Here's a column from Jim Souhan that most Packer fans will love. The takeaway lines:

"If we dare take him seriously amid his latest threats of retirement -- and history tells us we should not -- he will have devastated a franchise that treated him with deference and reverence and betrayed the trust of his teammates and coaches.

He will have done so in just the manner Packers fans predicted, by throwing an inexplicable, championship-losing interception on his final play in purple, then turning his decision on retirement into a sad serial of self-indulgence."

Priceless! oke:

This is an eight year annual tradition :beer:


----------



## 9manfan

speckline said:


> Here's a column from Jim Souhan that most Packer fans will love. The takeaway lines:
> 
> "If we dare take him seriously amid his latest threats of retirement -- and history tells us we should not -- he will have devastated a franchise that treated him with deference and reverence and betrayed the trust of his teammates and coaches.
> 
> He will have done so in just the manner Packers fans predicted, by throwing an inexplicable, championship-losing interception on his final play in purple, then turning his decision on retirement into a sad serial of self-indulgence."
> 
> Priceless! oke:
> 
> This is an eight year annual tradition :beer:


Souhan's an idiot, yes the interception was ill-timed, but without Favre, were not even in the NFC Champ. game, I hope he gives us one more year,,,


----------



## Chuck Smith

New developement.....

He said if his ankle is healthy he will play.... if not he won't. Going to see a specialist later next week.... Now if I can just predict the lotto numbers!


----------



## Csquared

Guys, if you leave your favorite team out of it how can anyone fault Favre? This talk here is just another examle of how he's been blamed for questionable tactics, but I've yet to see any proof he said 75% of the things he has been accused of through his last few seasons with the packers and up to now. If my memory serves me correctly, he has given one retirement press conference. I could be wrong on that but I only remember one. All the other allegations of pending retirement, except for on-air answers to direct questions from sideline reporters, have come from someone who said he said, or from someone who he told he was thinking about it. I believe Favre has always been brutally honest with the media, and answering a direct question about if he will retire with "maybe", although perfectly understandable and probably totally honest, probably only added fuel to the fire of those who would like to portray him as selfish and greedy. But if we can't allow a guy who obviously loves to play the game as much as Favre does change his mind when the season gets close, what does that say about us? Are we allowed to change our minds about our career choices? It is my understanding the only reason Favre made the decision to retire was because the packers wanted to know prior to the draft , so in effect, they forced his hand.

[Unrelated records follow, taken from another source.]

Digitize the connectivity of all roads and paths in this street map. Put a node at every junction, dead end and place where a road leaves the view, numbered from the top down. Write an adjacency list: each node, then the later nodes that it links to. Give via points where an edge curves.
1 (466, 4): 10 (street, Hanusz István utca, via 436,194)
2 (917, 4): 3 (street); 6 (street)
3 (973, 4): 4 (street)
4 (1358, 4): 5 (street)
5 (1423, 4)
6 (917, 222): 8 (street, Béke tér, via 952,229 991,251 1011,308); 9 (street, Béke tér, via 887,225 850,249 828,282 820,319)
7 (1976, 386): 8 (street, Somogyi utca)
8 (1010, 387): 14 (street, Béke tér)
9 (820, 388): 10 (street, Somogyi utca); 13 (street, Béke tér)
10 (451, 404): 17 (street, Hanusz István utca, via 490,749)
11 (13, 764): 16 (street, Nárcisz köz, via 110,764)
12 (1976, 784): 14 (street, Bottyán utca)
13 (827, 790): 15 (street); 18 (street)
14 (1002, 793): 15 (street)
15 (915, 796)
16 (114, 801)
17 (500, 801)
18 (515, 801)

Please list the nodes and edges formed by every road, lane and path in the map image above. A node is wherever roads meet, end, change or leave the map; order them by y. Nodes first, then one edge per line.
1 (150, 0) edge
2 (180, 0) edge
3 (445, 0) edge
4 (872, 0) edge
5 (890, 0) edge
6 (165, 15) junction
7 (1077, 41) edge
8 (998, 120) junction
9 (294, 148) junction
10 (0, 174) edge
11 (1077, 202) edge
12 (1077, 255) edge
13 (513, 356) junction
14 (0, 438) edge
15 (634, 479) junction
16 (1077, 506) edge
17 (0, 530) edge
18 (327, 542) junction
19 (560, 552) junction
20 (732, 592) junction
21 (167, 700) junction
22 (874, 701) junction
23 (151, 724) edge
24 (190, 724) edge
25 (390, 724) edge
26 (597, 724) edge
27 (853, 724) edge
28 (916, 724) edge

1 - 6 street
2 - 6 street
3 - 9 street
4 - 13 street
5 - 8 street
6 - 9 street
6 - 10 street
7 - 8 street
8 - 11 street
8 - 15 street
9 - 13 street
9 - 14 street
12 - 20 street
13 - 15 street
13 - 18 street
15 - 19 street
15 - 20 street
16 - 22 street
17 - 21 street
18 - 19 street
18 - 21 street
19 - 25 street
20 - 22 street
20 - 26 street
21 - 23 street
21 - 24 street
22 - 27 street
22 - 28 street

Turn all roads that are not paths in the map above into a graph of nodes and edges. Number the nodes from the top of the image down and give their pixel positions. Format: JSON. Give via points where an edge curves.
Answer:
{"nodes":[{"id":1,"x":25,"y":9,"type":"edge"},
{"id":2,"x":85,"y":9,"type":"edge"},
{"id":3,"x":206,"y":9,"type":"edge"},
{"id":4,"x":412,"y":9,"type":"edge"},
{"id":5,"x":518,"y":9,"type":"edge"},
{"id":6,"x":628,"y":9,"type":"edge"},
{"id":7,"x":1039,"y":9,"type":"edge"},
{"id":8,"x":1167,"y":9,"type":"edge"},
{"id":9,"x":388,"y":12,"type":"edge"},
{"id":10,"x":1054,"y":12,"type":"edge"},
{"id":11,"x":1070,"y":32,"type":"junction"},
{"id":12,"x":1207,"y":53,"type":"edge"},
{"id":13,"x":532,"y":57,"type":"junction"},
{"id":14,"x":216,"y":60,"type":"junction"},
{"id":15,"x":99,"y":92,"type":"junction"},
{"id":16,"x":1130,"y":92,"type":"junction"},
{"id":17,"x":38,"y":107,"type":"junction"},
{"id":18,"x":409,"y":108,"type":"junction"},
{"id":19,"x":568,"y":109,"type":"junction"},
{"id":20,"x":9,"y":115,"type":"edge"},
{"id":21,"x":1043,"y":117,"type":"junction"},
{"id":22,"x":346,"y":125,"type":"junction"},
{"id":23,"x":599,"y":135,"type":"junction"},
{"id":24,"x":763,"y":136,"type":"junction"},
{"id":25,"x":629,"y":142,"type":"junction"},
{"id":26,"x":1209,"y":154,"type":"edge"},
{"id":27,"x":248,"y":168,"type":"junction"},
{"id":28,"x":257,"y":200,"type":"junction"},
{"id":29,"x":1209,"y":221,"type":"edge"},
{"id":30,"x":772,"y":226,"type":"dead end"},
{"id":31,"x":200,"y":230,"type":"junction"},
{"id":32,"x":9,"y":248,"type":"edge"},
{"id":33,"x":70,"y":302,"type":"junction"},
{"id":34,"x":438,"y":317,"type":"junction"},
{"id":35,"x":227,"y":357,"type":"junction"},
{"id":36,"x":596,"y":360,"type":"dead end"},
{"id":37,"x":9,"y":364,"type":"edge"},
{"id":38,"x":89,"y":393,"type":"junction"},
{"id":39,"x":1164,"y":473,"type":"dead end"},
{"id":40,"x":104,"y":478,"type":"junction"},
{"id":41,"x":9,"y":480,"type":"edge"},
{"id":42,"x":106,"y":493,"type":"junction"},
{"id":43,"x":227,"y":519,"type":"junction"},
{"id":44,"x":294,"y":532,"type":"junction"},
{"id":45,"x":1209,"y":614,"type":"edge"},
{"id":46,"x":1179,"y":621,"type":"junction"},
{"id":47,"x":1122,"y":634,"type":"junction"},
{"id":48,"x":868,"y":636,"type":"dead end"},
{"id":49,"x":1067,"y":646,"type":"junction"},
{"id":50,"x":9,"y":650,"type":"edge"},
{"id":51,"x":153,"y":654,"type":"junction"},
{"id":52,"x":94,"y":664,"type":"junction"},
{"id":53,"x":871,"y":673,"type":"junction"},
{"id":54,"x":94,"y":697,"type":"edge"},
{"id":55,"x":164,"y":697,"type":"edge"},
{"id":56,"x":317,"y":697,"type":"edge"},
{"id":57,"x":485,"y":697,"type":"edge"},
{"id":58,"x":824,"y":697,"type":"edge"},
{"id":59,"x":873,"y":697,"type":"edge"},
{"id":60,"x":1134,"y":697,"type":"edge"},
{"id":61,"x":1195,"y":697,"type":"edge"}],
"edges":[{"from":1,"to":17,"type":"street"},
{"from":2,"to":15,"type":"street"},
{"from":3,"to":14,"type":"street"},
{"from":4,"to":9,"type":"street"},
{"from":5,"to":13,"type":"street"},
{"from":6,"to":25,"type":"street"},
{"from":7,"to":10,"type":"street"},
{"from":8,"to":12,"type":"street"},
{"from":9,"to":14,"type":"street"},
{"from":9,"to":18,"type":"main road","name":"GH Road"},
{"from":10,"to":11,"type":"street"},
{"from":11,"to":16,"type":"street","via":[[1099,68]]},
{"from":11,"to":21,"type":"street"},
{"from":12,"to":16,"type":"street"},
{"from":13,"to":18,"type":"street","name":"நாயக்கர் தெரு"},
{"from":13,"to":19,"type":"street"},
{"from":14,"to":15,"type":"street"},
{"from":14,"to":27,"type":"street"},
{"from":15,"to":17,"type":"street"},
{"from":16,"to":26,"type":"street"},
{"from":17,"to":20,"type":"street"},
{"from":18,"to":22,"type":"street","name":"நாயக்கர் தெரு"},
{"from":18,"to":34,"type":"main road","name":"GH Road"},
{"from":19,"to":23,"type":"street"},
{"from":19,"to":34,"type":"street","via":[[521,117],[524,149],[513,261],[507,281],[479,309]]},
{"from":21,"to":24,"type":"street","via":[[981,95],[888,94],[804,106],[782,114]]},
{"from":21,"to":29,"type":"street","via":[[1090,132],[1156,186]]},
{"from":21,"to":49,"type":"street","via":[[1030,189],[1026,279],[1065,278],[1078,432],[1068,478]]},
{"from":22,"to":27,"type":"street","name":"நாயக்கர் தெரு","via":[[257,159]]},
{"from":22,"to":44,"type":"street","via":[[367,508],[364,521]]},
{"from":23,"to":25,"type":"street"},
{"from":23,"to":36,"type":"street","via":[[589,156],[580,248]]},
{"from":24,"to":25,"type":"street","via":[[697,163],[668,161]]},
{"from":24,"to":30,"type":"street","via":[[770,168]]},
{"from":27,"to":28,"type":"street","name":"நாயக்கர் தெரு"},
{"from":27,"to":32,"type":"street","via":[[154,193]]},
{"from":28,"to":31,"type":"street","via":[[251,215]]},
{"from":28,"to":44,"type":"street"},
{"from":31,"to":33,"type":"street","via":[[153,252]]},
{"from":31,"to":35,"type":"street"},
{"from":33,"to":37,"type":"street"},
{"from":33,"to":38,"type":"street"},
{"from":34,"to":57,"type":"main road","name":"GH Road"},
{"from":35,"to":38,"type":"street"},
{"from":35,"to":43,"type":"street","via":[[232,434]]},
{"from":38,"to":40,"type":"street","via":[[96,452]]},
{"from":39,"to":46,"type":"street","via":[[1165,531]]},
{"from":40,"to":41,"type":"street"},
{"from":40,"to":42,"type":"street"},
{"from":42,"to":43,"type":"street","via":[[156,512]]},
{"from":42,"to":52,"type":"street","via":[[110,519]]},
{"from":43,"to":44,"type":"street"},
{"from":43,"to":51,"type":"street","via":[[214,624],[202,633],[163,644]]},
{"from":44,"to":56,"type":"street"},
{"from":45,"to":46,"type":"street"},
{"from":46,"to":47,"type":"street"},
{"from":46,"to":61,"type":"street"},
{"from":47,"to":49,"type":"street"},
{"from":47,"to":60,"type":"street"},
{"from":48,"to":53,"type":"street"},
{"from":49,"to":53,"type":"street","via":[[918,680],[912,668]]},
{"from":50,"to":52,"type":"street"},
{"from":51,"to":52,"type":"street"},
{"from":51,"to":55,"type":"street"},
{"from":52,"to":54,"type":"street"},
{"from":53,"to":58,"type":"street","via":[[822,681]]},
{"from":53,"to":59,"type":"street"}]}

I've been a packer fan my entire life (until a couple years ago  ) but what McCarthy and Thompson did to Favre by issuing press releases that I believe were premeditated, fabricated, malicious attempts to turn public sentiment to their side (and by reading some posts here it appears to have worked :wink: ) was nothing short of criminal, and there was no one anywhere in the world who enjoyed watching him beat my packers more than me because of it!

The only official word I've seen on this is what Chuck has already posted. He's more than happy with the Vikings 20 million offer and will play as long as his ankle is up to it. You know, the ankle that got the hell beat out of it by getting creamed by 265 pound defensive ends and even bigger lineman about 14 times in his last game? I'm old enough to know that what we do at 35 doesn't really shine until after the 40 mark, so to anyone under 40 who would fault Favre for contemplating retirement but has no idea what it's like to get hit by a 265 pound man who can run the 40 in less than 4.5 while concentrating on doing what you're paid millions of dollars to do, all the while without seeing him coming....repeatedly.....all I can say is your day will come when you will appreciate what he does, and has done for the game :wink:

And as to the interception talk...how important would that have been, not to mention whether they even would have been throwing the ball, if Peterson hadn't fumbled (how many were there?) in the red zone?

Love any team you want, but come on....give Favre a break! :beer:


----------



## Csquared

> Brett Favre has begun informing Minneapolis Vikings personnel that he has decided to retire."


I read this again, and I'm curious how you _BEGIN _to inform someone of something. I think you either inform them, or you don't.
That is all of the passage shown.